I have a Sidewinder 6/6 with airlocks but many people have been asking me about embroidery lately. Someone please fill me in on the most basic of the basic stuff I need to know


----------



## jfish (Feb 26, 2010)

I am in the same boat as you. still unsure on budget but ALL I have heard for people that are successful and I can trust for good advice (not sales people just fellow shops) say get a baruden (Bare-Oh-Din) I believe I dont know the exact spelling as the rep as the DAX show didn't exist or atleast a company that sells them didn't bring one of wasn't involved in the show... 

But apparently they are the best machines but do cost like it too. But if you have the money or are close I hear just save and wait to get the barudin/baruden/baridin etc


----------



## lstark (Jul 9, 2010)

My suggestion would be to read as much as you can on this forum and other embroidery sites. I have been using a multi-needle for over a year (graduated from a home machine). I did a lot of reading on this forum before buying a used machine to start on. This place is loaded with great information and helpful people.

Most people have their own opinion about which machine is best. It is best to look at what kind of service is available in your area before setting your eyes on one brand.


----------



## missswissinc (Feb 21, 2012)

well being a embroider I can help you as much as I can. Ok you talk about doing hats and such. good alot of machines will do hats however, does your current clients ask do you do hats or not. alot of our clients ask just for us to embroider shirts and not much of a hat asking. with that being said your going to have to practice that almost weekly just so you can keep the practice fresh. 

Also to consider how much room do you have. alot of machines need atleast certain distances around it to maintain for not only arm movements but also so the machine can breath. take some measurements to see if a 1, 2 or mult head machine will work in the area for it. if you have an area that can only handle a 2 head machine or 3 then your not going to be looking for a 6 head machine. 

Also how many colors are you looking to do. Ie threads ontop of machine. there are ones that are 4,6 and so on and so on that depending on what your going to do. if your only asked to do a oh like us 4 colors or less then a machine that would have oh 6 needles would work but if your doing more then find a machine that can handle more. 

one other thing you need to take into consideration is are you able to travel for training or not. when we bought our machine we had to travel to learn how to use it. Now they send a person to your shop. But, not every machine company has that option.

I know there is more info out there but I can't recall it.


----------



## binki (Jul 16, 2006)

Contract out embroidery. $15K isn't enough to get started. Yes, you can buy a single head but you can't make enough money per hour on it. You need at least a 4 head and you need to run it daily to crank out profit. 

Here is an example: 
4 head machine, depending on brand, $34K to $50K (sales tax, shipping, installation training)
Thread and other consumable supplies for the 4 head to start: $5K
Digitizing software: $5K all the way up to $15K

Now, you can send your digitizing out and I would recommend that but over time you might want to bring this skill in house, it is a great profit center. 

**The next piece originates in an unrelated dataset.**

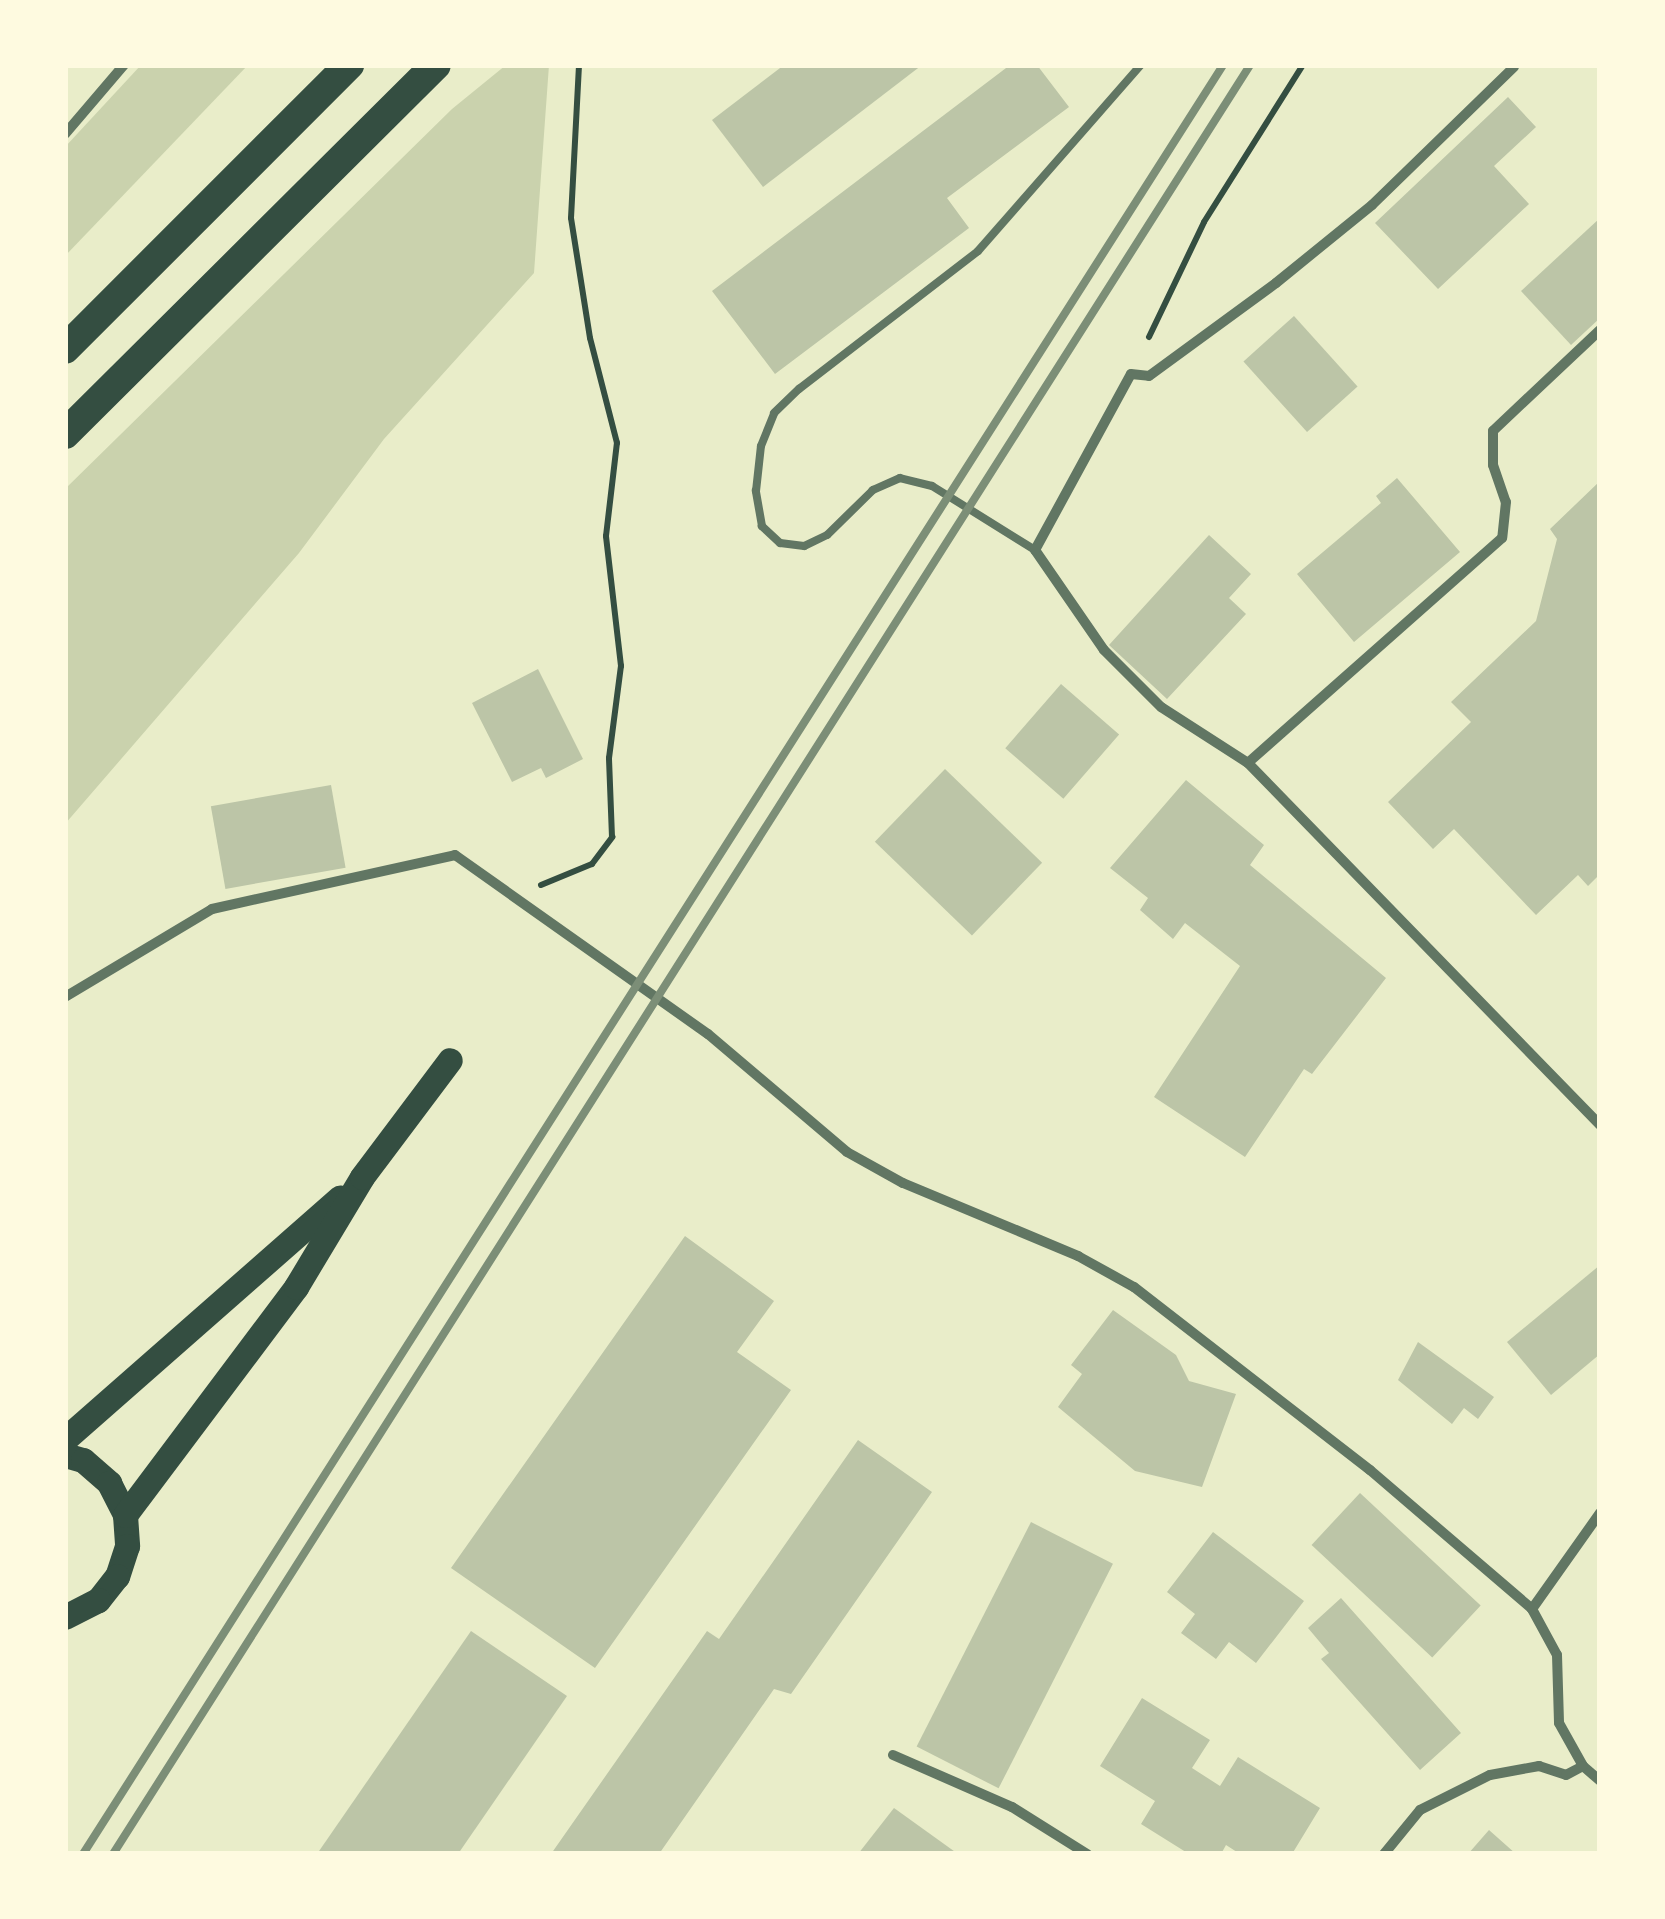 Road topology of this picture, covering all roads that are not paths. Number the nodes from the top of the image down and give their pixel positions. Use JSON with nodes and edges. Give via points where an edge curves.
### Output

Also, if you are going to do patches as well you would need a merrow machine ($5K with supplies) and if you are doing chenille, well, there is another $25K plus supplies. 

So doing everything in house may not be an option but now you have a better picture of what it really takes to be a full service embroidery shop.


----------



## Benigno Salguero (Aug 19, 2013)

with 15K you can buy a 4 head or maybe even a 6 head use embroidery machine, nothing 2002 or never though 
Barudan is the best Japanese embroidery. ZSK is best of the best (made in Germany) 

Barudan and ZSK excel at those little detail that none of you costumers will every notice.

Tajima is just more affordable hence the popularity but still a very very good machine


----------



## latitude42 (Sep 26, 2007)

I just added embroidery to my screen printing business... after about a year of agonizing over it I went with Tajima, best decision I could make! Your sales rep will come out and set the machine up and do a day or so of training (that alone will save you$$$ in Excedrin & beer)!! It is more $$ but WELL worth it. 
Now for the bad.... you can make a living with a single head machine, but it is VERY VERY tough to do. The numbers just simply do not add up. You will not be able to compete with someone with a 4 head or more in pricing... so you will be doing more small jobs yourself and find a GOOD place to contract out larger (over 50 piece) orders. Also creat yourself a niche market.
I was going to buy used.... glad I didn't for my first because of the training and service that comes with a new one... I'll probably get a used 4 head a little later now that I'm getting some experience.
Also digitizing is EVERYTHING in embroidery! Don't be afraid to pay for GOOD digitizing, it will save you time and $$$$. I just had a cap design digitized at multiple places to try to not pay $40.00,... ended up gong to the $40.00 digitizing anyway after the first few would not stitch right!
Good luck!


----------